Count the lines in the entries that contain "evenodd". Say the number and nothing more.

- - -

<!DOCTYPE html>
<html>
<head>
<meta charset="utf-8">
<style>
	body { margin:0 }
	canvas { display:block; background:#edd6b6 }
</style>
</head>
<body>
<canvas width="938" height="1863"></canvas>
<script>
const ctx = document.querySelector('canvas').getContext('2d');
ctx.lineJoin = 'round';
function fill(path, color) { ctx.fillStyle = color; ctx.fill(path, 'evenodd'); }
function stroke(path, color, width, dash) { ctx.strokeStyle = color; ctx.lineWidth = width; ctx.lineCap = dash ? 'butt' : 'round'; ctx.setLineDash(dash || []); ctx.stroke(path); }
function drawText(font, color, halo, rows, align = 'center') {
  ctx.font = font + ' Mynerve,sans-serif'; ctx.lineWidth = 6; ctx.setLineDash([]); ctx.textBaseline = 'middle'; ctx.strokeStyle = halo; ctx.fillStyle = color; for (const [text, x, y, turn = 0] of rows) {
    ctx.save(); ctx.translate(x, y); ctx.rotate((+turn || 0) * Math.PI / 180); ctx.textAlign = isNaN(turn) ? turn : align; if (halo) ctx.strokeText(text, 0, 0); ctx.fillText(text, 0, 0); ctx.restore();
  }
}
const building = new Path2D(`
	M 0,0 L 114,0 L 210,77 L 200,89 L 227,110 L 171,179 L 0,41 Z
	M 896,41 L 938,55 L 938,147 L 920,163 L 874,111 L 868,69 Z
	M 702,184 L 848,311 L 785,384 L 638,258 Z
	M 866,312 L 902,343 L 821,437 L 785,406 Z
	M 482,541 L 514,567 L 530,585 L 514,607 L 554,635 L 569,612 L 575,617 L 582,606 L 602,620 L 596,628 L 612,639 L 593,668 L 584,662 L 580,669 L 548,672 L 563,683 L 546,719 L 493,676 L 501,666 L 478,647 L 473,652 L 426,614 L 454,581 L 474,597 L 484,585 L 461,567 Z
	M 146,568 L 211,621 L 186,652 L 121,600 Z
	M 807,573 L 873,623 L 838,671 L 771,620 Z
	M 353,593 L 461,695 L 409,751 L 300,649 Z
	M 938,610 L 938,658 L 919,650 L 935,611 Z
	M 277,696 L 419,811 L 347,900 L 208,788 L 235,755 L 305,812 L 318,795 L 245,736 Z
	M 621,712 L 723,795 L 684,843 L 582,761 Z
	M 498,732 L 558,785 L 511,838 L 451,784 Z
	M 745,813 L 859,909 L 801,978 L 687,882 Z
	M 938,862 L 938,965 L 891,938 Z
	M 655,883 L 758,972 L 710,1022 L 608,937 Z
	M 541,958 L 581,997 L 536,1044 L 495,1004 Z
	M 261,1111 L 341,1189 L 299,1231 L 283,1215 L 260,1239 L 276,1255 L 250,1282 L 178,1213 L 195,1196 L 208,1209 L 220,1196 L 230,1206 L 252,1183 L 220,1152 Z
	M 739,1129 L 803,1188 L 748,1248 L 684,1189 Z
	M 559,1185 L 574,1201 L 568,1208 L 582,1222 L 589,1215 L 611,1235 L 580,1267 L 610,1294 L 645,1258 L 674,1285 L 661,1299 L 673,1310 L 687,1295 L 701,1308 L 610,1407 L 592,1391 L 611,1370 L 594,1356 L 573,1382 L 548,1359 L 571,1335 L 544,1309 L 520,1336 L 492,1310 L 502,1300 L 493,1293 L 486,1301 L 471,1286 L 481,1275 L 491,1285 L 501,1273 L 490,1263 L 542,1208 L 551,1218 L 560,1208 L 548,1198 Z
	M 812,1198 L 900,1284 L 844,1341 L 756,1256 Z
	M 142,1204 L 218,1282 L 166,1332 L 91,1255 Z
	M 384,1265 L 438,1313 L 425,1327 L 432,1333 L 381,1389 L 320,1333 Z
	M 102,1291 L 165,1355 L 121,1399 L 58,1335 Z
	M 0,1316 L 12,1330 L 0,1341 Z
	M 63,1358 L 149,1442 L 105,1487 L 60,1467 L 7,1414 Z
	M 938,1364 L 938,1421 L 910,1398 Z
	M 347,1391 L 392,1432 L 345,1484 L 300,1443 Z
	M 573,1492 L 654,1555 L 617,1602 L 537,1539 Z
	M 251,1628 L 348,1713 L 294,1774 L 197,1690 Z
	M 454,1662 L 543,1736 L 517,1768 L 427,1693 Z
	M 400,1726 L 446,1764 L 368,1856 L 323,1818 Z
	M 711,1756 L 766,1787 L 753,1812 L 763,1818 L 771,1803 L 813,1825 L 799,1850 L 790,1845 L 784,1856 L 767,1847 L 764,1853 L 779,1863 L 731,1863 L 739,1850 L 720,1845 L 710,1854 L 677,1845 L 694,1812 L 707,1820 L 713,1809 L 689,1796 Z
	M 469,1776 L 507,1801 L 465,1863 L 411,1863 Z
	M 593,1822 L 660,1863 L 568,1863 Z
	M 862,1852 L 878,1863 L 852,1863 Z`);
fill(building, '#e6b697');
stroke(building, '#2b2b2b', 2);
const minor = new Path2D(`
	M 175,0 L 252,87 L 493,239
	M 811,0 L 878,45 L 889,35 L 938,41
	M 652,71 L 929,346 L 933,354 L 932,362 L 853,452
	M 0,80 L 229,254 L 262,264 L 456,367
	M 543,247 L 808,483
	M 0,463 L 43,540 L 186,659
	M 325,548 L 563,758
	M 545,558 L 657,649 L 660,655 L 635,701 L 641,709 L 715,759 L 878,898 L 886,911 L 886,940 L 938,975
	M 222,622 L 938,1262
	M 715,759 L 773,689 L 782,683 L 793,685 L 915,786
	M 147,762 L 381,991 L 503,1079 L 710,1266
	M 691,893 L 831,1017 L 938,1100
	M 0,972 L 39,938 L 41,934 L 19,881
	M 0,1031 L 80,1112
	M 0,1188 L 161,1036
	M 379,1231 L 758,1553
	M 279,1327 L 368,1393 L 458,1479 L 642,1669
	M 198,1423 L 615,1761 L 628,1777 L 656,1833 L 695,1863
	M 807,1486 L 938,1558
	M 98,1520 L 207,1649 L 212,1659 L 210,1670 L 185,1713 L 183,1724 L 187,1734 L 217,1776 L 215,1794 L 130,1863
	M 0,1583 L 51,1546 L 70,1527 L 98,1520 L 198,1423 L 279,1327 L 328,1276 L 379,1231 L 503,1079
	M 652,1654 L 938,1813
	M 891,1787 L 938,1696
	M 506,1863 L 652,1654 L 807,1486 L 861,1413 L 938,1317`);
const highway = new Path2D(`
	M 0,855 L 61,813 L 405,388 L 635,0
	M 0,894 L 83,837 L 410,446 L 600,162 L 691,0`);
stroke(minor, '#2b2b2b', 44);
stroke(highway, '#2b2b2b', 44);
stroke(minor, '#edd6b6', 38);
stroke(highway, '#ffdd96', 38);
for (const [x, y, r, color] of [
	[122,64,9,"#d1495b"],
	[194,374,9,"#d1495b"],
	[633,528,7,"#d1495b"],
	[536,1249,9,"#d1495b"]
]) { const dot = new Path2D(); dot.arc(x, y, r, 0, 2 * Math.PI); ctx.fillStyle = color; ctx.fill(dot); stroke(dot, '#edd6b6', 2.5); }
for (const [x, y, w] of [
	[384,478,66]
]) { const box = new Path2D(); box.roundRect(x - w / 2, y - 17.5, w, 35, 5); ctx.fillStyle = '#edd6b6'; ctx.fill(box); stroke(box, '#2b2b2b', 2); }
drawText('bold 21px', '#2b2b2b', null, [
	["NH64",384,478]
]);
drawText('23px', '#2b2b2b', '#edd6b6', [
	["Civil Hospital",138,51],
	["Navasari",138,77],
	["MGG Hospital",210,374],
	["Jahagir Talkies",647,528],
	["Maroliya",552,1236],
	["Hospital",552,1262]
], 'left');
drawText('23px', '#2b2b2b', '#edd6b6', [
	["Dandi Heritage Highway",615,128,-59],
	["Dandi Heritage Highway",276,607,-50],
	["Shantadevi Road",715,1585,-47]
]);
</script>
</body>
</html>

- - -

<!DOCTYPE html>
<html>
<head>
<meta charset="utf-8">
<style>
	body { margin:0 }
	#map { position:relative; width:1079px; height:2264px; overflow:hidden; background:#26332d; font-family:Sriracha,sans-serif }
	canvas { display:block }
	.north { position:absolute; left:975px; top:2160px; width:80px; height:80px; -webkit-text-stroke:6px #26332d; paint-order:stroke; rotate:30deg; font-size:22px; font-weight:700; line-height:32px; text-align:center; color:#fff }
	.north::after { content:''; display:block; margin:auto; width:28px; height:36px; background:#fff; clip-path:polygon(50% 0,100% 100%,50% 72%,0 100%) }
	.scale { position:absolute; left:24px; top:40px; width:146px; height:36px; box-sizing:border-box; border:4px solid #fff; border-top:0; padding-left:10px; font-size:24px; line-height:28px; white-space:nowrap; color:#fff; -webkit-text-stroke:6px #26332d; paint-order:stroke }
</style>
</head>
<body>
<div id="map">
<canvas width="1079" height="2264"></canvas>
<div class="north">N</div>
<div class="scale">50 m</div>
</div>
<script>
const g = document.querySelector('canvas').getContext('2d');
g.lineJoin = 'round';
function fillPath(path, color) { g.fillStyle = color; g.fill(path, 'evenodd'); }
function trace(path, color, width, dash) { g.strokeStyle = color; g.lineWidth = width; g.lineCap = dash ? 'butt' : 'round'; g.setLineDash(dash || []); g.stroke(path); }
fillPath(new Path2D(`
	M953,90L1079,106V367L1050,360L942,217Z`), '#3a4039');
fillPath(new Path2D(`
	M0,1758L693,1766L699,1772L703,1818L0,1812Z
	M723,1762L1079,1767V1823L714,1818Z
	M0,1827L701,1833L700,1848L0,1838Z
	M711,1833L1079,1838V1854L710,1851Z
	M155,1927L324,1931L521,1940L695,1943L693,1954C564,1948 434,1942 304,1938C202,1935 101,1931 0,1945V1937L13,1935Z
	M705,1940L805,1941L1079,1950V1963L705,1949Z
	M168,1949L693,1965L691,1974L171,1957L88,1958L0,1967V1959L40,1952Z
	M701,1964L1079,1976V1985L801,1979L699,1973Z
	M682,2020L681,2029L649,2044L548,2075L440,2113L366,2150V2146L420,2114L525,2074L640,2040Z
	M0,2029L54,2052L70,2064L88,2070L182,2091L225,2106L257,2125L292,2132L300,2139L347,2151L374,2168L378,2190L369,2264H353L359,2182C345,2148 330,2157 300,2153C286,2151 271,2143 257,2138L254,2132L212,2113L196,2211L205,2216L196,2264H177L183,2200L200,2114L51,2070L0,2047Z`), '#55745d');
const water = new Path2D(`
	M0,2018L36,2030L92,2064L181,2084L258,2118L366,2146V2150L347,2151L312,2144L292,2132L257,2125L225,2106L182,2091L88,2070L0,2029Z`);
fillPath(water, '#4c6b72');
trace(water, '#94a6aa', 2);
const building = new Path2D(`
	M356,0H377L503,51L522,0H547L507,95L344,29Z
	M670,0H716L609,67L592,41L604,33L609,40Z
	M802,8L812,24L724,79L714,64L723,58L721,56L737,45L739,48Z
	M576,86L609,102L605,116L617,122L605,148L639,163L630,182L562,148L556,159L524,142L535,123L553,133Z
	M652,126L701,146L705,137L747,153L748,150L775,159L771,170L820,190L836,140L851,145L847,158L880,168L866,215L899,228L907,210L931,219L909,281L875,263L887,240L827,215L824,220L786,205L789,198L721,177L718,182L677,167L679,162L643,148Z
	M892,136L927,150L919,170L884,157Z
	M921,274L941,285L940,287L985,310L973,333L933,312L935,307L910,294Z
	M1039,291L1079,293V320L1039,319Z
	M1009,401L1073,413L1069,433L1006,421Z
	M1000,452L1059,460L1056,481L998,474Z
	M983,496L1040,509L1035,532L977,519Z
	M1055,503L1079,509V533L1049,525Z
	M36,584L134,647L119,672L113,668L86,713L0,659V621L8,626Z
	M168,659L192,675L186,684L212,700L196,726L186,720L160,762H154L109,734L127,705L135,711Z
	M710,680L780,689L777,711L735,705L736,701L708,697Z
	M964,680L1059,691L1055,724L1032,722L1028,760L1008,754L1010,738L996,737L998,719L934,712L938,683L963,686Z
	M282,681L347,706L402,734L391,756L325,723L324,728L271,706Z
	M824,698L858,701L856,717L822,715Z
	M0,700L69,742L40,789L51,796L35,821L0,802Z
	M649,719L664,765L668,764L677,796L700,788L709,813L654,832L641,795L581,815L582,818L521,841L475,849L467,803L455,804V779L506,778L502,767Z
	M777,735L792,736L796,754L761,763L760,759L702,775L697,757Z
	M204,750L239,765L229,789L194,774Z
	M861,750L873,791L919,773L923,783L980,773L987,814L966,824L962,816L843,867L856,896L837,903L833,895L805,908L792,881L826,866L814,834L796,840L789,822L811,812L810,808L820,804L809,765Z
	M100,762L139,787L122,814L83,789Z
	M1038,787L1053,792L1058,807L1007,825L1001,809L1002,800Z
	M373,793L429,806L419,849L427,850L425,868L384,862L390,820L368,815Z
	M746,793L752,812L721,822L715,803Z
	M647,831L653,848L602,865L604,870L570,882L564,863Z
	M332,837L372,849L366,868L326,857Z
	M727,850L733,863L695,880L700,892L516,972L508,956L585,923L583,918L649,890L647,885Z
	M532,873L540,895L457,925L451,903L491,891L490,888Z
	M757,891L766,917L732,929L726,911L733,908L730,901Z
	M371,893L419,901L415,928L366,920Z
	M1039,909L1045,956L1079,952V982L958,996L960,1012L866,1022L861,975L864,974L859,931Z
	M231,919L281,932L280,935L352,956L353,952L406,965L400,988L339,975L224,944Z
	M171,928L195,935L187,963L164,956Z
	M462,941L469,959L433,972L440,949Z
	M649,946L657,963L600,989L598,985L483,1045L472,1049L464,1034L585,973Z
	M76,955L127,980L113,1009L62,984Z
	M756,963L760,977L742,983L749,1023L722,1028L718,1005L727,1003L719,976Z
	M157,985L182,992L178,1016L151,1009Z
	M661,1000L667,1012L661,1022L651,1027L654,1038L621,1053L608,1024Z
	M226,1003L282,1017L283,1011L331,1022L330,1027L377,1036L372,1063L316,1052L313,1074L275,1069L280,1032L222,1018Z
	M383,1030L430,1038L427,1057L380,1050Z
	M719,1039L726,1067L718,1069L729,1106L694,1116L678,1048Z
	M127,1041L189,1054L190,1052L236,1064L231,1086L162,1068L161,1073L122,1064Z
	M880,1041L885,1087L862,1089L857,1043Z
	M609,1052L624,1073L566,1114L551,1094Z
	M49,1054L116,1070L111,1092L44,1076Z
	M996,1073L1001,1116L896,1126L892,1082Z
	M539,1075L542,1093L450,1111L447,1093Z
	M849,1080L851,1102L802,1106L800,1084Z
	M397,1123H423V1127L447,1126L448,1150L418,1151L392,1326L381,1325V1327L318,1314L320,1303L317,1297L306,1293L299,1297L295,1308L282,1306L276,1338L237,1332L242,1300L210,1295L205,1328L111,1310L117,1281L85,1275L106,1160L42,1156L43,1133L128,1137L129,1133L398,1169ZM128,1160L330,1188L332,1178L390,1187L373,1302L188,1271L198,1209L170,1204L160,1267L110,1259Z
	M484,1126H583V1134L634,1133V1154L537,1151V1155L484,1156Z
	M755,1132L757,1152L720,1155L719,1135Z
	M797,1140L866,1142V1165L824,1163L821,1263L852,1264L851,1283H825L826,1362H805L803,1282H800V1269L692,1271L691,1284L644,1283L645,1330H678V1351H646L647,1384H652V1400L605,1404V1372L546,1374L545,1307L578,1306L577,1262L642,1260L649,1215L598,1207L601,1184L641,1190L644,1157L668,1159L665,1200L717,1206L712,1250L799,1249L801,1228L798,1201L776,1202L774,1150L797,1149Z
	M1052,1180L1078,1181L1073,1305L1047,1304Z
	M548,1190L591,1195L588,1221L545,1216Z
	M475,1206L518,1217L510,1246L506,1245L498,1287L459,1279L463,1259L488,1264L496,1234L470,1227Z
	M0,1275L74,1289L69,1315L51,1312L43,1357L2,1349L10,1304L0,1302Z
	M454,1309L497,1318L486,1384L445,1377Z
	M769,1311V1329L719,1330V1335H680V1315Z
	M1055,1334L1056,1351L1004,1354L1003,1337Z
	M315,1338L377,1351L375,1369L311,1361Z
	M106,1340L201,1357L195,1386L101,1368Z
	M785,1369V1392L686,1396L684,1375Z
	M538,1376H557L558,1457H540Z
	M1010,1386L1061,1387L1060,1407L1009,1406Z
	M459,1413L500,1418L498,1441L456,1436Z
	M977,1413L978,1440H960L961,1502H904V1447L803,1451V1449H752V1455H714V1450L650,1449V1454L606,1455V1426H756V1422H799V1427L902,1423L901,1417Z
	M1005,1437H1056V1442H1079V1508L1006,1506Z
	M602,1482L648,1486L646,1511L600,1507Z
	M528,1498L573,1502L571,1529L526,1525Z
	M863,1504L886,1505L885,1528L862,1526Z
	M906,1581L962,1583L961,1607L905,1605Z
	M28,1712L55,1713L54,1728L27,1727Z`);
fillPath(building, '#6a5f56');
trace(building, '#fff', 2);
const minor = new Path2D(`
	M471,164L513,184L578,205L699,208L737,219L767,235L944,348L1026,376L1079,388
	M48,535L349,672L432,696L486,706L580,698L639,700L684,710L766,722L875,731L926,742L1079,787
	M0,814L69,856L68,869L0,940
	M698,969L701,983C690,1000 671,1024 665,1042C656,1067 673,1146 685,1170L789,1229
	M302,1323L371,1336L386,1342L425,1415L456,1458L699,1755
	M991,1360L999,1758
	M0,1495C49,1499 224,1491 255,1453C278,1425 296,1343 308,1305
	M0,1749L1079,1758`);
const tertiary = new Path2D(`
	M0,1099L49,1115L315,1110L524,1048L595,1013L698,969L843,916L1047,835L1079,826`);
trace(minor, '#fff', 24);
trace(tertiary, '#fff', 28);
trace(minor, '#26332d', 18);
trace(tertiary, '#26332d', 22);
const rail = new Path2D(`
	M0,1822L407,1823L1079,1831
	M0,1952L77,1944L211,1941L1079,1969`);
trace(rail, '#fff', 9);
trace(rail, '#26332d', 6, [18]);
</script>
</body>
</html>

- - -

Answer to this problem — 2